[RECORDS PROVIDED]

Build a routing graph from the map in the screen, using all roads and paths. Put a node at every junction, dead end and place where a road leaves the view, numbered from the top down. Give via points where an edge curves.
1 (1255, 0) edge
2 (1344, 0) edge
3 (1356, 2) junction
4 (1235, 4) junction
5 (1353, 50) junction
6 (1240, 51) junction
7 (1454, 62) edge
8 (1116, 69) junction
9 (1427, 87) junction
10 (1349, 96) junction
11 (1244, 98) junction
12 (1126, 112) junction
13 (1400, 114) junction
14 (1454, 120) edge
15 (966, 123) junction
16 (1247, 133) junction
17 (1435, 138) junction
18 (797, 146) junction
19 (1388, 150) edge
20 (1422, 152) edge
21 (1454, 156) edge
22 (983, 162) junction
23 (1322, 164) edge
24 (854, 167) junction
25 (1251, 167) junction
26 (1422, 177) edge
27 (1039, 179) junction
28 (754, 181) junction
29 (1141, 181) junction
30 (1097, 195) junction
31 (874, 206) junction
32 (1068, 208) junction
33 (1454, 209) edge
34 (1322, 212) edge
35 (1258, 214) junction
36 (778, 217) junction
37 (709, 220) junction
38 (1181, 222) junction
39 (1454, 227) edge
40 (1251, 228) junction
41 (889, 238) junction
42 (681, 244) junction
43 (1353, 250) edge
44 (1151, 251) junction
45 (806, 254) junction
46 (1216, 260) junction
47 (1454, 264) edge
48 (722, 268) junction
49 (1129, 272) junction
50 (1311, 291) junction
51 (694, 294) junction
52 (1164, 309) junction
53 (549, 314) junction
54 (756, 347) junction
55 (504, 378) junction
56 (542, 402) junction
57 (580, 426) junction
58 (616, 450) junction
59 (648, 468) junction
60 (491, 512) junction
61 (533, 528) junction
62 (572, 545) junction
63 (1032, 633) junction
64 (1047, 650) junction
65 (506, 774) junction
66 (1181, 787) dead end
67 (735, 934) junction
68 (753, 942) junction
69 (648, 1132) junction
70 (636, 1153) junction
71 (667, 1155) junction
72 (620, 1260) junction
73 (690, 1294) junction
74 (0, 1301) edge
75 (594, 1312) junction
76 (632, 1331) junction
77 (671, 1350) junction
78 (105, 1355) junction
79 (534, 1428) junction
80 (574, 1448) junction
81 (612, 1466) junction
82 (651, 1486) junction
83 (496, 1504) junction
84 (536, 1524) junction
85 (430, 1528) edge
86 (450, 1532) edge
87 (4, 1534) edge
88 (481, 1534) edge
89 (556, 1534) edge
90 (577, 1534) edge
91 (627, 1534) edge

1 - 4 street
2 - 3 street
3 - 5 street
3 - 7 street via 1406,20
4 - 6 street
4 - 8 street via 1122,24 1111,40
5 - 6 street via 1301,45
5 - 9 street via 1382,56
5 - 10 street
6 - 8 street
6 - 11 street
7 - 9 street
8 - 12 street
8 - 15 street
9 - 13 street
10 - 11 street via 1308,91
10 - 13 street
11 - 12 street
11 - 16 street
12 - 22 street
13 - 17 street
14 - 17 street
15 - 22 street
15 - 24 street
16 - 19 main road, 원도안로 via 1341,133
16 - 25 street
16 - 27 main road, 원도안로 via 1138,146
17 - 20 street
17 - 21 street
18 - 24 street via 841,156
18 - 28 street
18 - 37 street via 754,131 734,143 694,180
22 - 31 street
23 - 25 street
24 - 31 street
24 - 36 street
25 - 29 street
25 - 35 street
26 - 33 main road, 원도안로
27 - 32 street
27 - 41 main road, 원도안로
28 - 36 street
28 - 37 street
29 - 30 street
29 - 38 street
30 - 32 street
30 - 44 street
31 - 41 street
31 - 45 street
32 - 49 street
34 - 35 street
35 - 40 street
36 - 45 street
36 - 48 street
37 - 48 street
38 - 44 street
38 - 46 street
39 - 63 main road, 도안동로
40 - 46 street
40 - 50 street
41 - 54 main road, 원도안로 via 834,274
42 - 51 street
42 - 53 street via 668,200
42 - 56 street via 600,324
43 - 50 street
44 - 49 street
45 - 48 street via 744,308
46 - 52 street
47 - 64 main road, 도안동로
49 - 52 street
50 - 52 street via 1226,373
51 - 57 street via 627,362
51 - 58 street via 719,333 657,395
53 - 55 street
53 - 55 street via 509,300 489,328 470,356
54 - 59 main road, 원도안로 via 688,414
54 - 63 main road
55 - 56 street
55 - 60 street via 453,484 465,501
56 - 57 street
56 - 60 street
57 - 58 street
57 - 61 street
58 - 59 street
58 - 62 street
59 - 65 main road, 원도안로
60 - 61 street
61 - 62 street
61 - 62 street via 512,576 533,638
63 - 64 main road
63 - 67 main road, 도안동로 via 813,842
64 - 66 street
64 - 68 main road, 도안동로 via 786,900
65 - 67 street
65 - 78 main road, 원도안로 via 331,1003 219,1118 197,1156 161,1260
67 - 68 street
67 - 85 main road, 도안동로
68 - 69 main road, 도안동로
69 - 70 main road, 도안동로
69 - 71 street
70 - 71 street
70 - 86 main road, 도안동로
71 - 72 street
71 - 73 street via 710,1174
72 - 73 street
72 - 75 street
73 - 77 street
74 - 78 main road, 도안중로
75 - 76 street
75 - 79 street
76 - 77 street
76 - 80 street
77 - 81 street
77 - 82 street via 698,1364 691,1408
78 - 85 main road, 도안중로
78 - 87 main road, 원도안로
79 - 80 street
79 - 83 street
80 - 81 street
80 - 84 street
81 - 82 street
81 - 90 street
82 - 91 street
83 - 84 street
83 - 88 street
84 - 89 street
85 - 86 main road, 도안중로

[/RECORDS PROVIDED]

(TASK PROMPT) Working through the records above, establish how many lines contain the string "도안중로", and reply with the number by itself.

(ANSWER TO THE EXERCISE) 3